How can I implement Python sets in another language (maybe C++)?

How can I implement Python sets in another language (maybe C++)? - c++

I want to translate some Python code that I have already written to C++ or another fast language because Python isn't quite fast enough to do what I want to do. However the code in question abuses some of the impressive features of Python sets, specifically the average O(1) membership testing which I spam within performance critical loops, and I am unsure of how to implement Python sets in another language.
In Python's Time Complexity Wiki Page, it states that sets have O(1) membership testing on average and in worst-case O(n). I tested this personally using timeit and was astonished by how blazingly fast Python sets do membership testing, even with large N. I looked at this Stack Overflow answer to see how C++ sets compare when using find operations to see if an element is a member of a given set and it said that it is O(log(n)).
I hypothesize the time complexity for find is logarithmic in that C++ std library sets are implemented with some sort of binary tree. I think that because Python sets have average O(1) membership testing and worst case O(n), they are probably implemented with some sort of associative array with buckets which can just look up an element with ease and test it for some dummy value which indicates that the element is not part of the set.
The thing is, I don't want to slow down any part of my code by switching to another language (since that is the problem im trying to fix in the first place) so how could I implement my own version of Python sets (specifically just the fast membership testing) in another language? Does anybody know anything about how Python sets are implemented, and if not, could anyone give me any general hints to point me in the right direction?
I'm not looking for source code, just general ideas and links that will help me get started.
I have done a bit of research on Associative Arrays and I think I understand the basic idea behind their implementation but I'm unsure of their memory usage. If Python sets are indeed just really associative arrays, how can I implement them with a minimal use of memory?
Additional note: The sets in question that I want to use will have up to 50,000 elements and each element of the set will be in a large range (say [-999999999, 999999999]).

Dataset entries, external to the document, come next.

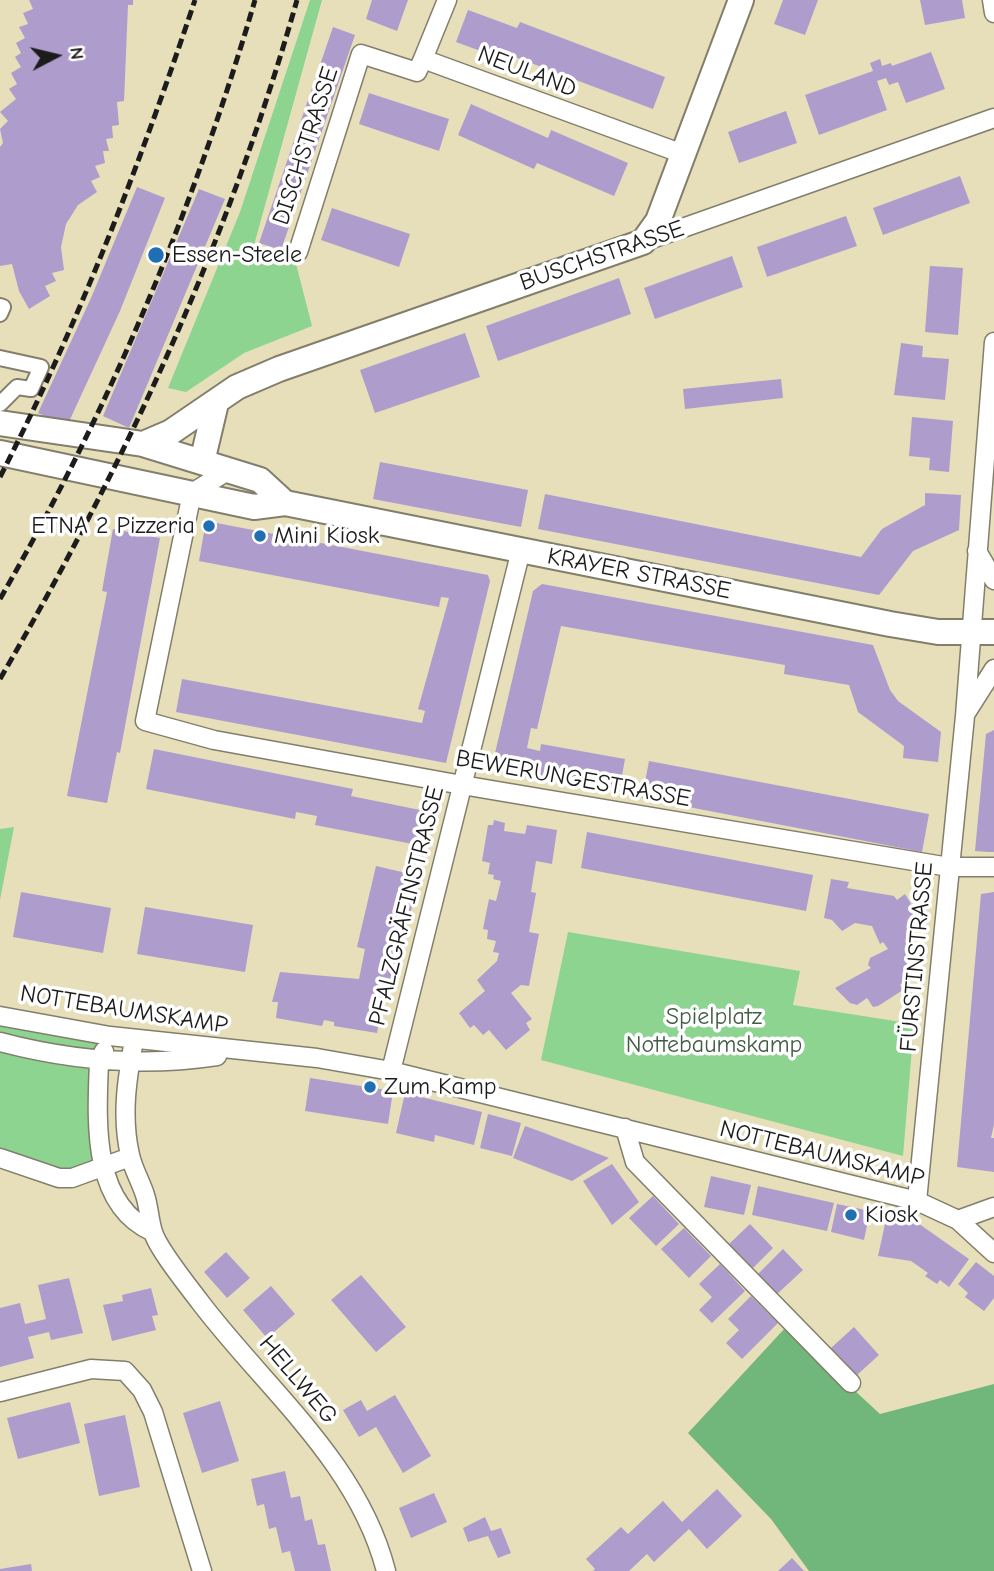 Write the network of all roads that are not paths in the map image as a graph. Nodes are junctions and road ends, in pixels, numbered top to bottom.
1 (447, 0) edge
2 (741, 0) edge
3 (992, 0) edge
4 (994, 13) edge
5 (423, 59) junction
6 (994, 118) edge
7 (683, 154) junction
8 (643, 242) junction
9 (298, 252) dead end
10 (0, 306) edge
11 (0, 314) edge
12 (994, 342) edge
13 (0, 358) edge
14 (216, 403) junction
15 (0, 418) edge
16 (144, 444) junction
17 (0, 453) edge
18 (202, 461) junction
19 (229, 470) junction
20 (153, 485) junction
21 (192, 493) junction
22 (285, 503) junction
23 (521, 550) junction
24 (977, 551) junction
25 (994, 580) edge
26 (982, 633) edge
27 (994, 669) edge
28 (965, 716) junction
29 (462, 785) junction
30 (949, 867) junction
31 (994, 867) edge
32 (0, 1016) edge
33 (110, 1036) junction
34 (134, 1040) junction
35 (0, 1042) edge
36 (241, 1052) junction
37 (99, 1061) junction
38 (130, 1062) junction
39 (391, 1071) junction
40 (625, 1128) junction
41 (131, 1157) junction
42 (0, 1158) edge
43 (102, 1167) junction
44 (917, 1201) junction
45 (994, 1207) edge
46 (958, 1220) junction
47 (153, 1232) junction
48 (994, 1252) edge
49 (851, 1383) dead end
50 (0, 1392) edge
51 (202, 1571) edge
52 (386, 1571) edge

1 - 5 street
2 - 7 main road
3 - 4 street
5 - 7 street, NEULAND
5 - 9 street, DISCHSTRASSE
6 - 8 street, BUSCHSTRASSE
7 - 8 main road
8 - 14 main road, BUSCHSTRASSE
10 - 11 street
12 - 24 street, FÜRSTINSTRASSE
13 - 15 street
14 - 16 main road, BUSCHSTRASSE
14 - 18 main road
15 - 16 main road
16 - 18 main road
17 - 20 main road, KRAYER STRASSE
18 - 19 main road
18 - 20 main road
19 - 21 street
19 - 22 main road
20 - 21 main road, KRAYER STRASSE
21 - 22 main road, KRAYER STRASSE
21 - 29 street, BEWERUNGESTRASSE
22 - 23 main road, KRAYER STRASSE
23 - 26 main road, KRAYER STRASSE
23 - 29 street, PFALZGRÄFINSTRASSE
24 - 25 street
24 - 26 street, FÜRSTINSTRASSE
26 - 28 street, FÜRSTINSTRASSE
27 - 28 street, FÜRSTINSTRASSE
28 - 30 street, FÜRSTINSTRASSE
29 - 30 street, BEWERUNGESTRASSE
29 - 39 street, PFALZGRÄFINSTRASSE
30 - 31 street, BEWERUNGESTRASSE
30 - 44 street, FÜRSTINSTRASSE
32 - 33 street, NOTTEBAUMSKAMP
33 - 34 street, NOTTEBAUMSKAMP
33 - 37 street, HELLWEG
34 - 36 street, NOTTEBAUMSKAMP
34 - 38 street, HELLWEG
35 - 37 street, NOTTEBAUMSKAMP
36 - 38 street, NOTTEBAUMSKAMP
36 - 39 street, NOTTEBAUMSKAMP
37 - 38 street, NOTTEBAUMSKAMP
37 - 43 street, HELLWEG
38 - 41 street, HELLWEG
39 - 40 street, NOTTEBAUMSKAMP
40 - 44 street, NOTTEBAUMSKAMP
40 - 49 street
41 - 43 street
41 - 47 street, HELLWEG
42 - 43 street
43 - 47 street, HELLWEG
44 - 46 street, NOTTEBAUMSKAMP
45 - 46 street
46 - 48 street, NOTTEBAUMSKAMP
47 - 52 street, HELLWEG
50 - 51 street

The theoretical difference betwen O(1) and O(log n) means very little in practice, especially when comparing two different languages. log n is small for most practical values of n. Constant factors of each implementation are easily more significant.
C++11 has unordered_set and unordered_map now. Even if you cannot use C++11, there are always the Boost version and the tr1 version (the latter is named hash_* instead of unordered_*).

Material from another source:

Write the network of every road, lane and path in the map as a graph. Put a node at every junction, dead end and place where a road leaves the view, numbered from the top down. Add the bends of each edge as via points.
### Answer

Several points: you have, as has been pointed out, std::set and
std::unordered_set (the latter only in C++11, but most compilers have
offered something similar as an extension for many years now). The
first is implemented by some sort of balanced tree (usually a red-black
tree), the second as a hash_table. Which one is faster depends on the
data type: the first requires some sort of ordering relationship (e.g.
< if it is defined on the type, but you can define your own); the
second an equivalence relationship (==, for example) and a hash
function compatible with this equivalence relationship. The first is
O(lg n), the second O(1), if you have a good hash function. Thus:
If comparison for order is significantly faster than hashing,
std::set may actually be faster, at least for "smaller" data sets,
where "smaller" depends on how large the difference is—for
strings, for example, the comparison will often resolve after the first
couple of characters, whereas the hash code will look at every
character. In one experiment I did (many years back), with strings of
30-50 characters, I found the break even point to be about 100000
elements.
For some data types, simply finding a good hash function which is
compatible with the type may be difficult. Python uses a hash table for
its set, and if you define a type with a function __hash__ that always
returns 1, it will be very, very slow. Writing a good hash function
isn't always obvious.
Finally, both are node based containers, which means they use a lot
more memory than e.g. std::vector, with very poor locality. If lookup
is the predominant operation, you might want to consider std::vector,
keeping it sorted and using std::lower_bound for the lookup.
Depending on the type, this can result in a significant speed-up, and
much less memory use.

Related

What are the advantages and disadvantages of an ordered list?

I'm currently trying to figure out what the advantages from the disadvantages of having an ordered list are, but I'm over here struggling to find the importance. I know that ordered lists can allow for binary search which is much more efficient over sequential search. Otherwise I'm at a loss though.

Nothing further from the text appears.